#### DATA FOR THIS TASK
:::
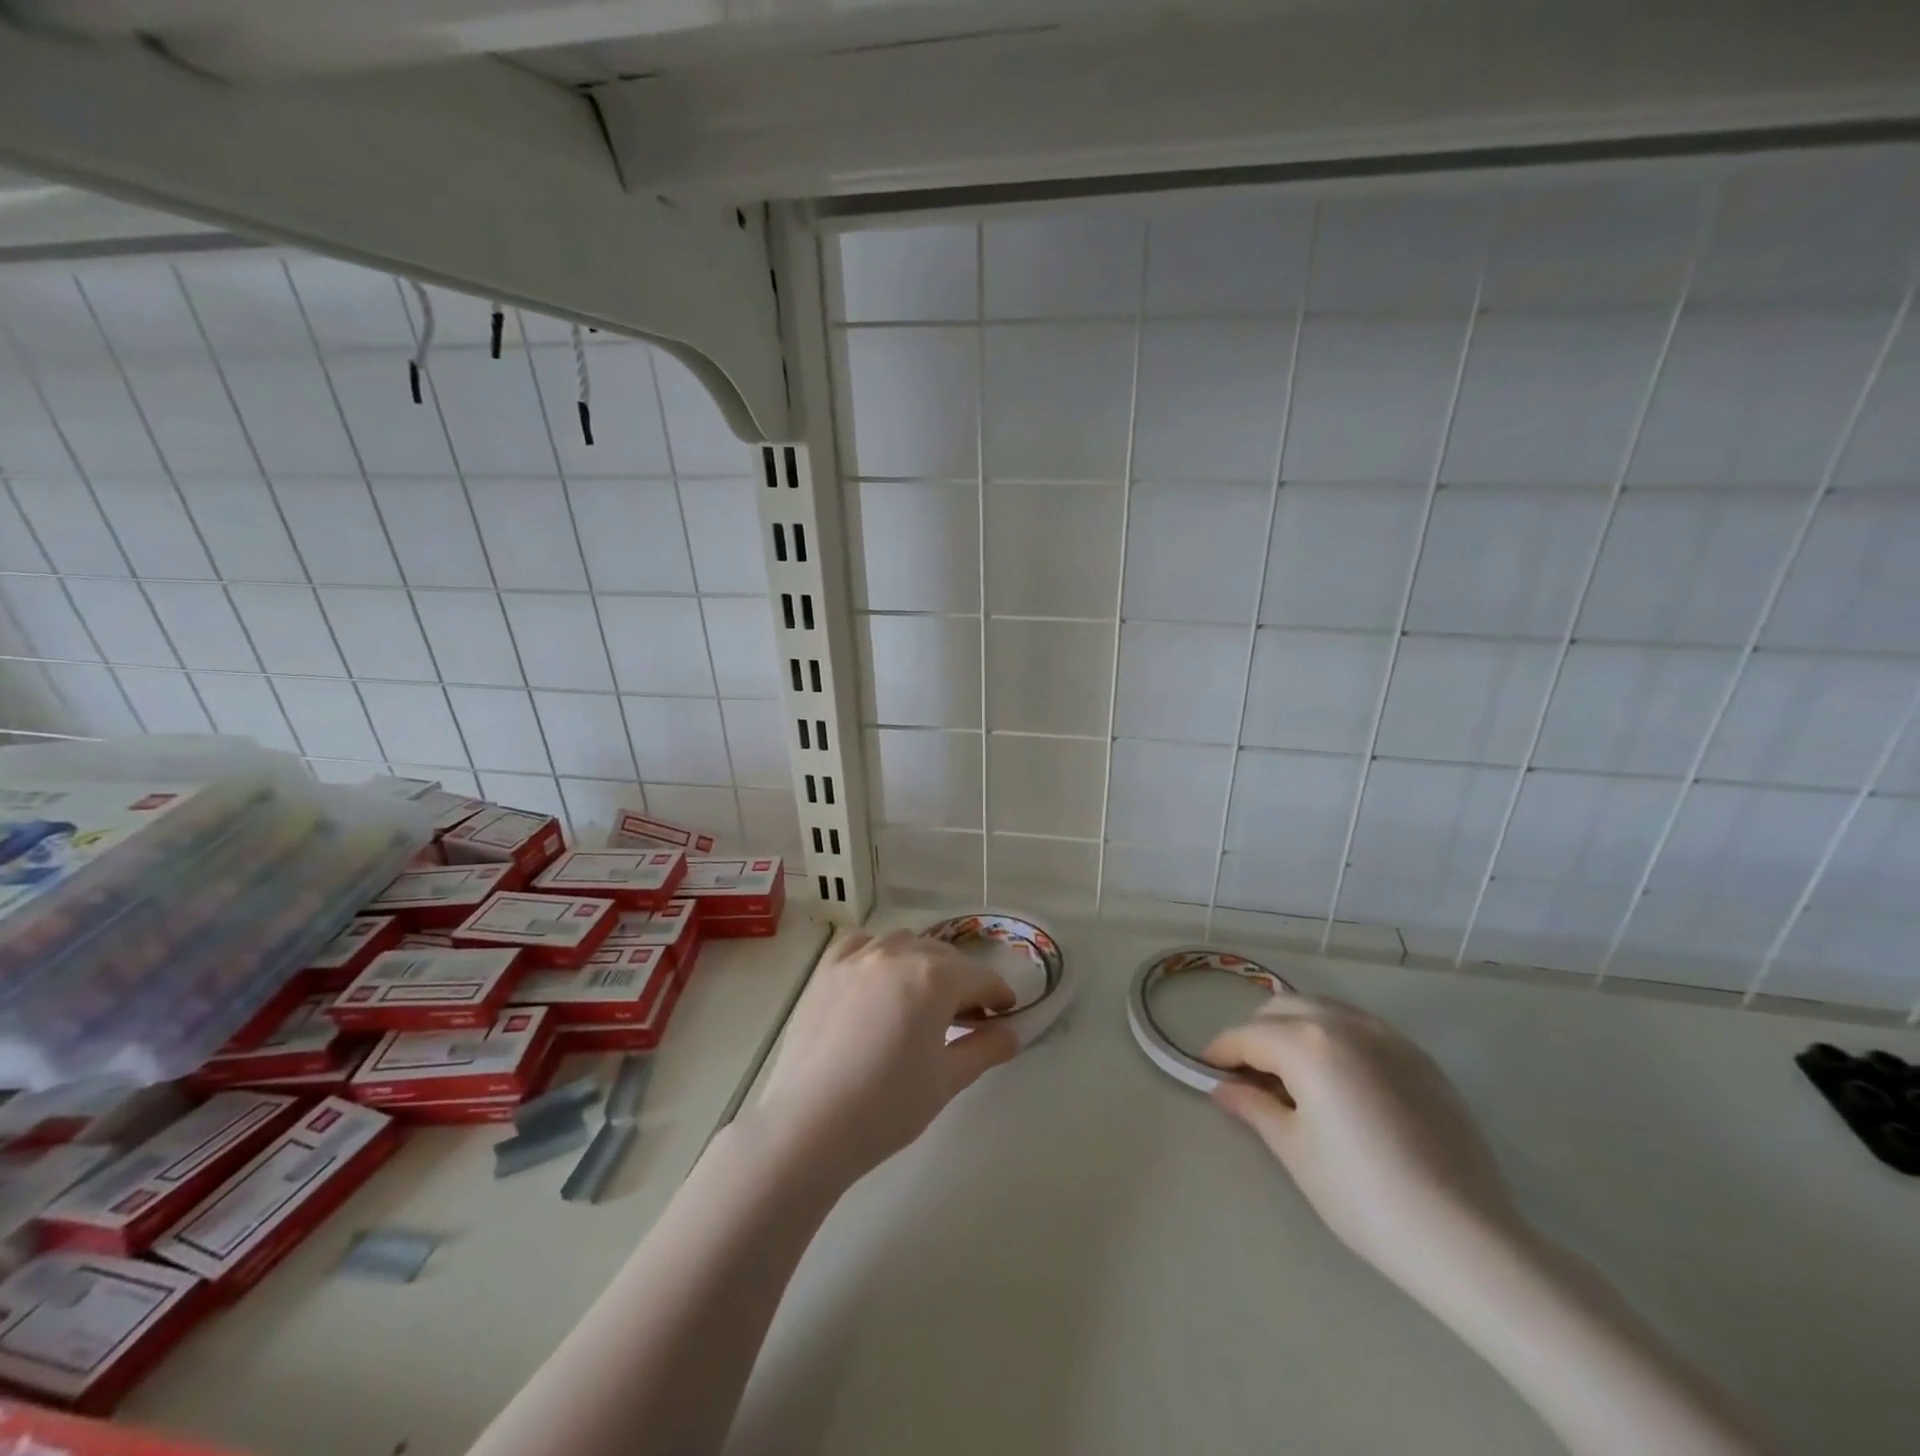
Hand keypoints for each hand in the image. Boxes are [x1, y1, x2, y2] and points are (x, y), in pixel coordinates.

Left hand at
:::
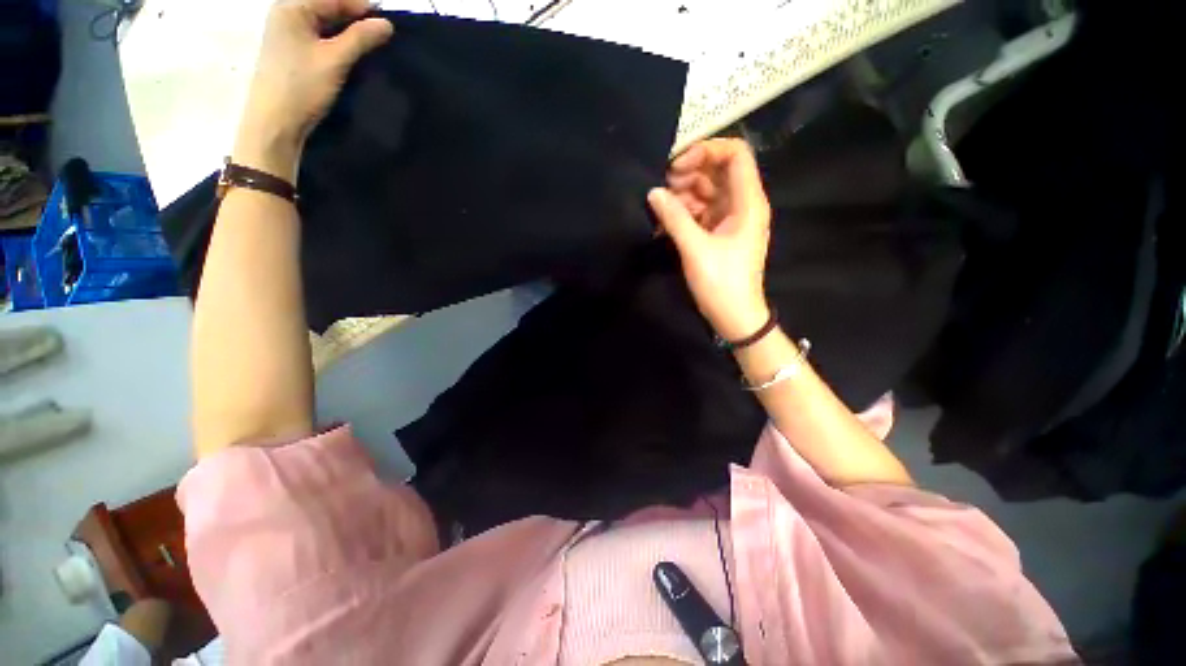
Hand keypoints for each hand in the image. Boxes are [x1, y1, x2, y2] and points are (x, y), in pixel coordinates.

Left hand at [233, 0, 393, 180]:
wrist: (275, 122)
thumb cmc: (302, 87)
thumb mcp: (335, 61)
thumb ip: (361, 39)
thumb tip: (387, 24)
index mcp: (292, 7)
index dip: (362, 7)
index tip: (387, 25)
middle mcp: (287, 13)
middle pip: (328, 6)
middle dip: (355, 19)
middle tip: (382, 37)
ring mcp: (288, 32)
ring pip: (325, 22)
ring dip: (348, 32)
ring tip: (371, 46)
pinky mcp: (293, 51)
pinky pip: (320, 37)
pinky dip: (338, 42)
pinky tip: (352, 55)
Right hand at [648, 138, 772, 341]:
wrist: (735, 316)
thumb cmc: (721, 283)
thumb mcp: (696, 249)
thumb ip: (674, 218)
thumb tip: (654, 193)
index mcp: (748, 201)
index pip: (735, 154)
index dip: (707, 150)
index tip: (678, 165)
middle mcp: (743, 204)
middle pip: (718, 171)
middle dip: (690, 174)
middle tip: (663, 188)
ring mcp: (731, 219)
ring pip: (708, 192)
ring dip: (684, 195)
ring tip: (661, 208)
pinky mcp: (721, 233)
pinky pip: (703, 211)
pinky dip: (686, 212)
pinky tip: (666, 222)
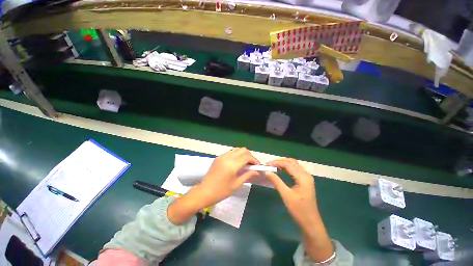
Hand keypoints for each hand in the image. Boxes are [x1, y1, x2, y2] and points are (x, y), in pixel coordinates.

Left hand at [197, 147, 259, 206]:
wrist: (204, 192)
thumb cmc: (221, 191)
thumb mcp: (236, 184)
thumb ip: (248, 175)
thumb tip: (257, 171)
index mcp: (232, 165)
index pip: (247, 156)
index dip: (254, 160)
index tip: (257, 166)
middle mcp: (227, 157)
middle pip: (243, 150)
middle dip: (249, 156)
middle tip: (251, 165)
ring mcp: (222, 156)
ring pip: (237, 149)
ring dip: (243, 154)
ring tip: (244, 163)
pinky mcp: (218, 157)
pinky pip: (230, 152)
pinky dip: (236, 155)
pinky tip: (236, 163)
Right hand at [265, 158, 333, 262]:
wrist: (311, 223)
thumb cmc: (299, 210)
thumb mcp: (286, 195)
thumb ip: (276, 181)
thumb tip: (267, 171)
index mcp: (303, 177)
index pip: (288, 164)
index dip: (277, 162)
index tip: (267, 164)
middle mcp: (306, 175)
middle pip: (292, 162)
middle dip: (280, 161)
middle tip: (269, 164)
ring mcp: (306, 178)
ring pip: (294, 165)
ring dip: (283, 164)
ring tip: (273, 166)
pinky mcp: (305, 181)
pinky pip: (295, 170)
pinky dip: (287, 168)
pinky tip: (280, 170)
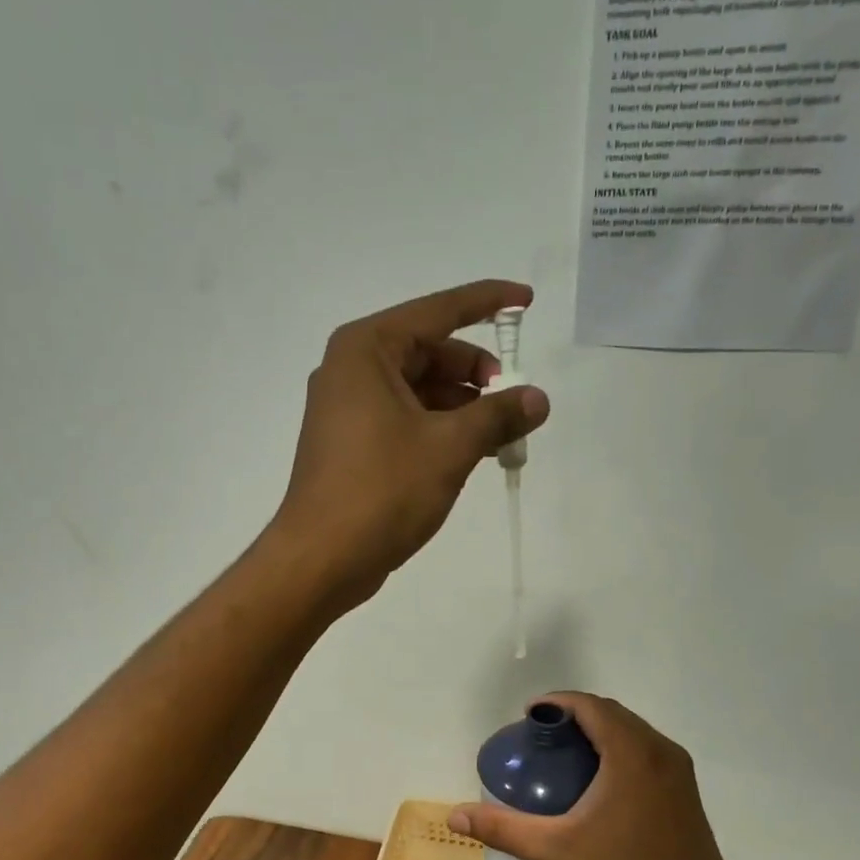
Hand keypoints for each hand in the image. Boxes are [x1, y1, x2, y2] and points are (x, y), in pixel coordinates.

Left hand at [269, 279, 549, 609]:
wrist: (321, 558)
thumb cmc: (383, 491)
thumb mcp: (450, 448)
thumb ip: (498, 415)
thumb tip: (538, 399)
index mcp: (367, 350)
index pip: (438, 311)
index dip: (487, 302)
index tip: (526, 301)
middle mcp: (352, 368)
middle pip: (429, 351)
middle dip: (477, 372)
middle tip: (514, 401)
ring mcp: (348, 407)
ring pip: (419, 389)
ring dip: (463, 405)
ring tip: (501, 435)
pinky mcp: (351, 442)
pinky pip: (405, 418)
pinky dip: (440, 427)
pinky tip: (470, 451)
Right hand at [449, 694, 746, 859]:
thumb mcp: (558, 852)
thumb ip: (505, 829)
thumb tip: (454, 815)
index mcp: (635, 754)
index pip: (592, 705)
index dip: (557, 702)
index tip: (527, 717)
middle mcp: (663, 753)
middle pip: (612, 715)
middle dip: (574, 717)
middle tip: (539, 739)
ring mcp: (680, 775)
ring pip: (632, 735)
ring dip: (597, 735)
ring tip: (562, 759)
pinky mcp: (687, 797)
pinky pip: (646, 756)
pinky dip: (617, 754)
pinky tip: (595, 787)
:::
#### YOUR ASSIGNMENT
Reproduce the lines of the entries above from the one with "ring tip: (501, 435)" to the one with "pinky tip: (595, 787)", both included, exactly and without any other line.

#### ANSWER BELOW
ring tip: (501, 435)
pinky mcp: (351, 442)
pinky pip: (405, 418)
pinky dip: (440, 427)
pinky tip: (470, 451)
Right hand at [449, 694, 746, 859]:
thumb mcp: (558, 852)
thumb ip: (505, 829)
thumb tip: (454, 815)
index mcp: (635, 754)
index pip: (592, 705)
index dip: (557, 702)
index tip: (527, 717)
middle mcp: (663, 753)
middle pip: (612, 715)
middle dip: (574, 717)
middle tip: (539, 739)
ring mcp: (680, 775)
ring pip: (632, 735)
ring dip: (597, 735)
ring tip: (562, 759)
pinky mcp: (687, 797)
pinky pip: (646, 756)
pinky dip: (617, 754)
pinky tip: (595, 787)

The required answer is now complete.